PROBLEM STATEMENT -
For the data below, count the lines that have the string "Speßweg" and state that number by itself.

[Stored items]
• • •

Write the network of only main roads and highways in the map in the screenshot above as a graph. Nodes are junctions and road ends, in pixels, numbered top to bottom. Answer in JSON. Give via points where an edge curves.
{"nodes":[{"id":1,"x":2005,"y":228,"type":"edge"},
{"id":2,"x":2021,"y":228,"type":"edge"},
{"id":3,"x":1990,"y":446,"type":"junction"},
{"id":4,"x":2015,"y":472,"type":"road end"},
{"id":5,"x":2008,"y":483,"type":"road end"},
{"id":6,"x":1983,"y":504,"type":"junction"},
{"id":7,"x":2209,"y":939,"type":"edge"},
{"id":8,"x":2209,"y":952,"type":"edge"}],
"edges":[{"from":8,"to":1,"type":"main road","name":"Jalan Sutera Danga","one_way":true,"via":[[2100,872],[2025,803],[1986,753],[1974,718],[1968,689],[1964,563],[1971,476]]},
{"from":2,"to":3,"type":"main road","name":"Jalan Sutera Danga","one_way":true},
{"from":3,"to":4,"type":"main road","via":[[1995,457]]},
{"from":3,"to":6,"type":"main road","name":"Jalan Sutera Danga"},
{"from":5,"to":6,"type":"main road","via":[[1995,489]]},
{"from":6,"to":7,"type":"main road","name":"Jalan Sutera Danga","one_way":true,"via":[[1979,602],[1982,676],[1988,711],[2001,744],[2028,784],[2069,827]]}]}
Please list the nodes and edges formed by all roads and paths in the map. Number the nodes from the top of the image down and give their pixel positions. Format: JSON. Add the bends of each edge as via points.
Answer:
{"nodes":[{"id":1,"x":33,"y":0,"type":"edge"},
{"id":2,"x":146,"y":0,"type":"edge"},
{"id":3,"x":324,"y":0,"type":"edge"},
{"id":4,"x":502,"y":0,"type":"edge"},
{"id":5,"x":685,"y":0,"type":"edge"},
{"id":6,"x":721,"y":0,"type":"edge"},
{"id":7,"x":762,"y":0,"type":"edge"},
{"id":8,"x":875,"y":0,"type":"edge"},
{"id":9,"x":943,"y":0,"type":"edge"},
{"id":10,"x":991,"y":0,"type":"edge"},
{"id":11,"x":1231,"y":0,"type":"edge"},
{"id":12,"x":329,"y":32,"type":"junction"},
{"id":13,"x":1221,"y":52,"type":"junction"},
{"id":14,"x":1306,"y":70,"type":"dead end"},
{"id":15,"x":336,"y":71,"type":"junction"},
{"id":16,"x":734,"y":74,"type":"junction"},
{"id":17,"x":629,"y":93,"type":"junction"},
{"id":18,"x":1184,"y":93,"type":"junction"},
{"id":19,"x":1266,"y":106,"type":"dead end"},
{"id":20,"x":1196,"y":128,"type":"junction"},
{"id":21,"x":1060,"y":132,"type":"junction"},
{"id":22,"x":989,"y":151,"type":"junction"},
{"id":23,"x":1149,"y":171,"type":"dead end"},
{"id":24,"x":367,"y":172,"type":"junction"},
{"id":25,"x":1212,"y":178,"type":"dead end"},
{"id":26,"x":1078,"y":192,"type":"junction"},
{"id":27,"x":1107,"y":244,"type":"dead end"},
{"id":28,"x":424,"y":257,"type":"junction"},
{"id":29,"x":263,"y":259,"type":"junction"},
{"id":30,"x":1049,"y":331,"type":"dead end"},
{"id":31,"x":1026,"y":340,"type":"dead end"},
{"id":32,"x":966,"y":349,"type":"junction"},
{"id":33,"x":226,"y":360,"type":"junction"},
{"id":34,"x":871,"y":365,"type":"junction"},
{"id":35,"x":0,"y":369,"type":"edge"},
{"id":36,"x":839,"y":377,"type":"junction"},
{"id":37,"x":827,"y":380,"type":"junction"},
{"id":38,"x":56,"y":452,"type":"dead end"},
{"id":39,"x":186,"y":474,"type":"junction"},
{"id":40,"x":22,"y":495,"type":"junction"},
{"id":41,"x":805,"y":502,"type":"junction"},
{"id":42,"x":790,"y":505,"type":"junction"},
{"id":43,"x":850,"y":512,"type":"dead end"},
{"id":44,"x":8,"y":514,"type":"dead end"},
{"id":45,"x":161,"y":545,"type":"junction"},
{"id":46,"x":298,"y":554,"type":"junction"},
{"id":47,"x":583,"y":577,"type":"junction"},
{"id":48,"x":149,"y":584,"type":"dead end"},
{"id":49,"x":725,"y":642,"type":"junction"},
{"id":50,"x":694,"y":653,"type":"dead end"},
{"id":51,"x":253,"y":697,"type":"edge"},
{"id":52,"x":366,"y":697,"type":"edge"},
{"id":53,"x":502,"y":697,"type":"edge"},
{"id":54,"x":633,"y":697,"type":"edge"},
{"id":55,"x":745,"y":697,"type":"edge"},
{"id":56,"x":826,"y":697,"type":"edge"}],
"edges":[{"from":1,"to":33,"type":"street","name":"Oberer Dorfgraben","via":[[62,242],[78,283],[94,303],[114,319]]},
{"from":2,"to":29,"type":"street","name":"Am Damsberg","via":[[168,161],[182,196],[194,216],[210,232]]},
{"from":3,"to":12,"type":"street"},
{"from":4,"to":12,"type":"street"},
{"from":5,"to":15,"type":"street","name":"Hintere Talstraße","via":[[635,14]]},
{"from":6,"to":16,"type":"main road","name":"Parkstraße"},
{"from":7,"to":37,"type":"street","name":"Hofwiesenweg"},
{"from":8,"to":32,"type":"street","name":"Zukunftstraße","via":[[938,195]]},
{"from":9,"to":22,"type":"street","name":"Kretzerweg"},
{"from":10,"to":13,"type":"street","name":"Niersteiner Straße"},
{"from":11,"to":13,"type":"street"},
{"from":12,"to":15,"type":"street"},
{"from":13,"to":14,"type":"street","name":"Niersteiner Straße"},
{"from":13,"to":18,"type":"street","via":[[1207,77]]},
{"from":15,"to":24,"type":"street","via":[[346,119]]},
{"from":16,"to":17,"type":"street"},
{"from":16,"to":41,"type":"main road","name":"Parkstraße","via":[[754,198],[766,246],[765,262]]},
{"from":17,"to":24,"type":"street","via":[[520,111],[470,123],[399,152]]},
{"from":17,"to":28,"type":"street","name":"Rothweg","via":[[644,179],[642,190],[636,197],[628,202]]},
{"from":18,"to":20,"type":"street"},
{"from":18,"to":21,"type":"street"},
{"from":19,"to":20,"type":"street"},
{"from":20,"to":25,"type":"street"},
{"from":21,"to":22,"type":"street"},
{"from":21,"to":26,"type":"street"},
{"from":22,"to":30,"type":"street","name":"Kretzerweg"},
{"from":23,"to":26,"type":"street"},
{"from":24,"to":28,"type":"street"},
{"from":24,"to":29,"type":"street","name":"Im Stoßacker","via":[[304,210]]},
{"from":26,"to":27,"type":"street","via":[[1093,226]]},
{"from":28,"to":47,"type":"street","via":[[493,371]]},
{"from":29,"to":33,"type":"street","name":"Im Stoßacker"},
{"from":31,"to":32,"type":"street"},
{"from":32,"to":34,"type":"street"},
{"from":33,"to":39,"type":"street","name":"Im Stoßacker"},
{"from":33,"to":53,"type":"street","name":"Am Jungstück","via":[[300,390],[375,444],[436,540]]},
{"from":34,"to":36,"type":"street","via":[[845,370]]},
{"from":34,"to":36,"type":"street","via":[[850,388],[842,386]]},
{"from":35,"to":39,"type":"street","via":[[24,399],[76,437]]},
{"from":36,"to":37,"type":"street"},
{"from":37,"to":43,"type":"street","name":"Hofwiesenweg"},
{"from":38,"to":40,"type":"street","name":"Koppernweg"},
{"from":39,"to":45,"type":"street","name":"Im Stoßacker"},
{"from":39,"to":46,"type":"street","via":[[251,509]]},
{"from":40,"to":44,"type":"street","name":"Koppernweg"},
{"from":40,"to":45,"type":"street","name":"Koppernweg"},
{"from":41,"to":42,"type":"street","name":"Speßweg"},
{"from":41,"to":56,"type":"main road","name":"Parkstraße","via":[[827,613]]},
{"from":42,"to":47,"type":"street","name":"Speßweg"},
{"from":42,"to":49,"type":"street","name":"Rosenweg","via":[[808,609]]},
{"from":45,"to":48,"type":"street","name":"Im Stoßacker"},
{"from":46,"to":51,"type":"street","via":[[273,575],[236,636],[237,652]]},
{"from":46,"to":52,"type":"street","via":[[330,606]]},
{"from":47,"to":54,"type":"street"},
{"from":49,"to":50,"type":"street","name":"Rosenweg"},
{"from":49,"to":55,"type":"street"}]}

• • •

OUTPUT OF THE EXERCISE -
2